Directions for this task:
All of the data that follows should be written out exactly.

*** Block opens ***

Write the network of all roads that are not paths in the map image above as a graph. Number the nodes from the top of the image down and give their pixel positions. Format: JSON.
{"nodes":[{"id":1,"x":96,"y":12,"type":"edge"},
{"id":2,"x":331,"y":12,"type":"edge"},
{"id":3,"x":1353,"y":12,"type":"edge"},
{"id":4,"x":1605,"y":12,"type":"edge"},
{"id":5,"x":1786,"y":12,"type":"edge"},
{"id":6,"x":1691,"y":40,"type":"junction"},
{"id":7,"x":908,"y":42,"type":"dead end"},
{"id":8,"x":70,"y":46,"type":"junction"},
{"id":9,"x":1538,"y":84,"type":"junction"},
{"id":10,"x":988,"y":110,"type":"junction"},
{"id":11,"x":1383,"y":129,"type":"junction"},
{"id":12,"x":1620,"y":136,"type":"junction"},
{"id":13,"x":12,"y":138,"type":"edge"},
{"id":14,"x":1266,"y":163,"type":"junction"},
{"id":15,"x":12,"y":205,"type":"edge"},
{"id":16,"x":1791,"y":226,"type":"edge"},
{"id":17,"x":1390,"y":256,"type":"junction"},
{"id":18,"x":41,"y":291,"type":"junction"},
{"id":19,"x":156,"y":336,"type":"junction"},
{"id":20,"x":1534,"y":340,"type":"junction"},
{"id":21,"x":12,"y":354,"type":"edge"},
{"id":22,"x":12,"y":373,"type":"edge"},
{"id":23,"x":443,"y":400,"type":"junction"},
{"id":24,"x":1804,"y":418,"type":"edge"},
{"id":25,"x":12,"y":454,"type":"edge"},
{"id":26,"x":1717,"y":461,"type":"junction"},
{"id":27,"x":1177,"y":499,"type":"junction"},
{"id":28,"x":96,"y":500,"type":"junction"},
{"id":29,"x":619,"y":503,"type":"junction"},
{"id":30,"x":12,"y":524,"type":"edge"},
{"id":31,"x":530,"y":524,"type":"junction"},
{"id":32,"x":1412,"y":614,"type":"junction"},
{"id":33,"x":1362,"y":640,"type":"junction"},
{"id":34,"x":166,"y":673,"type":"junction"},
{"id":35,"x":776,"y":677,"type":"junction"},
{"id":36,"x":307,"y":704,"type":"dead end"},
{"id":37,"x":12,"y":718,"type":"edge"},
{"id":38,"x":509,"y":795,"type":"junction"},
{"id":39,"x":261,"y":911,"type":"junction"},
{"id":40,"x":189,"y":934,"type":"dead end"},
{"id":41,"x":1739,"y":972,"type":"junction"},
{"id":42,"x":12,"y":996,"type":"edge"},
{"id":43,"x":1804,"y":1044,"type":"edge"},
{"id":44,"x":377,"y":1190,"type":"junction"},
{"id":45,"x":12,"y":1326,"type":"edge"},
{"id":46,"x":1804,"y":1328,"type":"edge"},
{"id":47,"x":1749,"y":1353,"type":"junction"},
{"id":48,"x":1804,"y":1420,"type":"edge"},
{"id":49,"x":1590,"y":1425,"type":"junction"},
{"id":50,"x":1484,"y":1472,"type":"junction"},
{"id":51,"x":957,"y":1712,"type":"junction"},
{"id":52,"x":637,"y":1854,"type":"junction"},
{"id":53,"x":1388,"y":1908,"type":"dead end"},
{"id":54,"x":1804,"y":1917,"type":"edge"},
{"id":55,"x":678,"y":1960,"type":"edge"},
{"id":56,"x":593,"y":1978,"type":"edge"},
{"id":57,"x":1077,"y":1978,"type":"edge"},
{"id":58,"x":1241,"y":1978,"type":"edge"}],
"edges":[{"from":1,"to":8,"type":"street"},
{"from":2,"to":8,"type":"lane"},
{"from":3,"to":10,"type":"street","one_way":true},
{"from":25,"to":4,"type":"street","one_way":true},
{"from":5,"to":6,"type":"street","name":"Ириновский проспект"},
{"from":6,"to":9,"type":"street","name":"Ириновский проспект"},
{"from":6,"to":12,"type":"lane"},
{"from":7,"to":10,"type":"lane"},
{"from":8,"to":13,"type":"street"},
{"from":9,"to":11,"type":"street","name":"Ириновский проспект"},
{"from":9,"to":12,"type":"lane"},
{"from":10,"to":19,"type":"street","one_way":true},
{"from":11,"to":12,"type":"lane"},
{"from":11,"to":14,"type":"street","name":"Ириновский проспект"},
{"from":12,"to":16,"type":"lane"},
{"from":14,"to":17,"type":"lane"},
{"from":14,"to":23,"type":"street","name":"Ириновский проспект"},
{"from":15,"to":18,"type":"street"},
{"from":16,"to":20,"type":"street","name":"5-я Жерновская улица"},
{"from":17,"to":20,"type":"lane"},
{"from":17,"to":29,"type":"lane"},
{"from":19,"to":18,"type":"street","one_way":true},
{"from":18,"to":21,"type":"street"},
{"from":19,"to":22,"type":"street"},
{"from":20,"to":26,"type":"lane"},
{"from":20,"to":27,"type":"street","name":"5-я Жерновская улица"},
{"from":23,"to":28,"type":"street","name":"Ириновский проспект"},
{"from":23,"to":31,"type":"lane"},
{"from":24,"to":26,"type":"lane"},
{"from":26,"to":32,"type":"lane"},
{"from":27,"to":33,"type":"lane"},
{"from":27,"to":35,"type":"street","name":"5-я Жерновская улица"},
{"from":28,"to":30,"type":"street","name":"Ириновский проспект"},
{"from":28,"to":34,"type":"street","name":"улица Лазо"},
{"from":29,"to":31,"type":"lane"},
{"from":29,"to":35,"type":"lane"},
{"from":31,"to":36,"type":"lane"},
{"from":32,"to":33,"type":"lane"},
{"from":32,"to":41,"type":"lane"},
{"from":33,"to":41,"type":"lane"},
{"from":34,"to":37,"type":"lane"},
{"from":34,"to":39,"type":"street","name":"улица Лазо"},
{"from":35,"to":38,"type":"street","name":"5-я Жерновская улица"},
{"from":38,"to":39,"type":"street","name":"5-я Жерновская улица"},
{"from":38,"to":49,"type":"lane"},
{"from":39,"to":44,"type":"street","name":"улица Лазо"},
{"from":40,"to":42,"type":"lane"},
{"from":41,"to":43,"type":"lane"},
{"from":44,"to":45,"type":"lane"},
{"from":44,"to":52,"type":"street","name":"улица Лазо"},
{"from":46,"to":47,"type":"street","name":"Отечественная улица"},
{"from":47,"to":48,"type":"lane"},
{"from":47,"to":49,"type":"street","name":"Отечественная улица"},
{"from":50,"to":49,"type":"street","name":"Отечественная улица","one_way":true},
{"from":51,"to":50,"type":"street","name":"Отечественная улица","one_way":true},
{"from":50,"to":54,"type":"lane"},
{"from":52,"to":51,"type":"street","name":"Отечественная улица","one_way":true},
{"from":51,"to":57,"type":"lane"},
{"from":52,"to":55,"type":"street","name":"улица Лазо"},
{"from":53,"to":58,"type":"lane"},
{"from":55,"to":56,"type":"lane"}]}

*** Block closes ***

Response to this task:
Write the network of all roads that are not paths in the map image above as a graph. Number the nodes from the top of the image down and give their pixel positions. Format: JSON.
{"nodes":[{"id":1,"x":96,"y":12,"type":"edge"},
{"id":2,"x":331,"y":12,"type":"edge"},
{"id":3,"x":1353,"y":12,"type":"edge"},
{"id":4,"x":1605,"y":12,"type":"edge"},
{"id":5,"x":1786,"y":12,"type":"edge"},
{"id":6,"x":1691,"y":40,"type":"junction"},
{"id":7,"x":908,"y":42,"type":"dead end"},
{"id":8,"x":70,"y":46,"type":"junction"},
{"id":9,"x":1538,"y":84,"type":"junction"},
{"id":10,"x":988,"y":110,"type":"junction"},
{"id":11,"x":1383,"y":129,"type":"junction"},
{"id":12,"x":1620,"y":136,"type":"junction"},
{"id":13,"x":12,"y":138,"type":"edge"},
{"id":14,"x":1266,"y":163,"type":"junction"},
{"id":15,"x":12,"y":205,"type":"edge"},
{"id":16,"x":1791,"y":226,"type":"edge"},
{"id":17,"x":1390,"y":256,"type":"junction"},
{"id":18,"x":41,"y":291,"type":"junction"},
{"id":19,"x":156,"y":336,"type":"junction"},
{"id":20,"x":1534,"y":340,"type":"junction"},
{"id":21,"x":12,"y":354,"type":"edge"},
{"id":22,"x":12,"y":373,"type":"edge"},
{"id":23,"x":443,"y":400,"type":"junction"},
{"id":24,"x":1804,"y":418,"type":"edge"},
{"id":25,"x":12,"y":454,"type":"edge"},
{"id":26,"x":1717,"y":461,"type":"junction"},
{"id":27,"x":1177,"y":499,"type":"junction"},
{"id":28,"x":96,"y":500,"type":"junction"},
{"id":29,"x":619,"y":503,"type":"junction"},
{"id":30,"x":12,"y":524,"type":"edge"},
{"id":31,"x":530,"y":524,"type":"junction"},
{"id":32,"x":1412,"y":614,"type":"junction"},
{"id":33,"x":1362,"y":640,"type":"junction"},
{"id":34,"x":166,"y":673,"type":"junction"},
{"id":35,"x":776,"y":677,"type":"junction"},
{"id":36,"x":307,"y":704,"type":"dead end"},
{"id":37,"x":12,"y":718,"type":"edge"},
{"id":38,"x":509,"y":795,"type":"junction"},
{"id":39,"x":261,"y":911,"type":"junction"},
{"id":40,"x":189,"y":934,"type":"dead end"},
{"id":41,"x":1739,"y":972,"type":"junction"},
{"id":42,"x":12,"y":996,"type":"edge"},
{"id":43,"x":1804,"y":1044,"type":"edge"},
{"id":44,"x":377,"y":1190,"type":"junction"},
{"id":45,"x":12,"y":1326,"type":"edge"},
{"id":46,"x":1804,"y":1328,"type":"edge"},
{"id":47,"x":1749,"y":1353,"type":"junction"},
{"id":48,"x":1804,"y":1420,"type":"edge"},
{"id":49,"x":1590,"y":1425,"type":"junction"},
{"id":50,"x":1484,"y":1472,"type":"junction"},
{"id":51,"x":957,"y":1712,"type":"junction"},
{"id":52,"x":637,"y":1854,"type":"junction"},
{"id":53,"x":1388,"y":1908,"type":"dead end"},
{"id":54,"x":1804,"y":1917,"type":"edge"},
{"id":55,"x":678,"y":1960,"type":"edge"},
{"id":56,"x":593,"y":1978,"type":"edge"},
{"id":57,"x":1077,"y":1978,"type":"edge"},
{"id":58,"x":1241,"y":1978,"type":"edge"}],
"edges":[{"from":1,"to":8,"type":"street"},
{"from":2,"to":8,"type":"lane"},
{"from":3,"to":10,"type":"street","one_way":true},
{"from":25,"to":4,"type":"street","one_way":true},
{"from":5,"to":6,"type":"street","name":"Ириновский проспект"},
{"from":6,"to":9,"type":"street","name":"Ириновский проспект"},
{"from":6,"to":12,"type":"lane"},
{"from":7,"to":10,"type":"lane"},
{"from":8,"to":13,"type":"street"},
{"from":9,"to":11,"type":"street","name":"Ириновский проспект"},
{"from":9,"to":12,"type":"lane"},
{"from":10,"to":19,"type":"street","one_way":true},
{"from":11,"to":12,"type":"lane"},
{"from":11,"to":14,"type":"street","name":"Ириновский проспект"},
{"from":12,"to":16,"type":"lane"},
{"from":14,"to":17,"type":"lane"},
{"from":14,"to":23,"type":"street","name":"Ириновский проспект"},
{"from":15,"to":18,"type":"street"},
{"from":16,"to":20,"type":"street","name":"5-я Жерновская улица"},
{"from":17,"to":20,"type":"lane"},
{"from":17,"to":29,"type":"lane"},
{"from":19,"to":18,"type":"street","one_way":true},
{"from":18,"to":21,"type":"street"},
{"from":19,"to":22,"type":"street"},
{"from":20,"to":26,"type":"lane"},
{"from":20,"to":27,"type":"street","name":"5-я Жерновская улица"},
{"from":23,"to":28,"type":"street","name":"Ириновский проспект"},
{"from":23,"to":31,"type":"lane"},
{"from":24,"to":26,"type":"lane"},
{"from":26,"to":32,"type":"lane"},
{"from":27,"to":33,"type":"lane"},
{"from":27,"to":35,"type":"street","name":"5-я Жерновская улица"},
{"from":28,"to":30,"type":"street","name":"Ириновский проспект"},
{"from":28,"to":34,"type":"street","name":"улица Лазо"},
{"from":29,"to":31,"type":"lane"},
{"from":29,"to":35,"type":"lane"},
{"from":31,"to":36,"type":"lane"},
{"from":32,"to":33,"type":"lane"},
{"from":32,"to":41,"type":"lane"},
{"from":33,"to":41,"type":"lane"},
{"from":34,"to":37,"type":"lane"},
{"from":34,"to":39,"type":"street","name":"улица Лазо"},
{"from":35,"to":38,"type":"street","name":"5-я Жерновская улица"},
{"from":38,"to":39,"type":"street","name":"5-я Жерновская улица"},
{"from":38,"to":49,"type":"lane"},
{"from":39,"to":44,"type":"street","name":"улица Лазо"},
{"from":40,"to":42,"type":"lane"},
{"from":41,"to":43,"type":"lane"},
{"from":44,"to":45,"type":"lane"},
{"from":44,"to":52,"type":"street","name":"улица Лазо"},
{"from":46,"to":47,"type":"street","name":"Отечественная улица"},
{"from":47,"to":48,"type":"lane"},
{"from":47,"to":49,"type":"street","name":"Отечественная улица"},
{"from":50,"to":49,"type":"street","name":"Отечественная улица","one_way":true},
{"from":51,"to":50,"type":"street","name":"Отечественная улица","one_way":true},
{"from":50,"to":54,"type":"lane"},
{"from":52,"to":51,"type":"street","name":"Отечественная улица","one_way":true},
{"from":51,"to":57,"type":"lane"},
{"from":52,"to":55,"type":"street","name":"улица Лазо"},
{"from":53,"to":58,"type":"lane"},
{"from":55,"to":56,"type":"lane"}]}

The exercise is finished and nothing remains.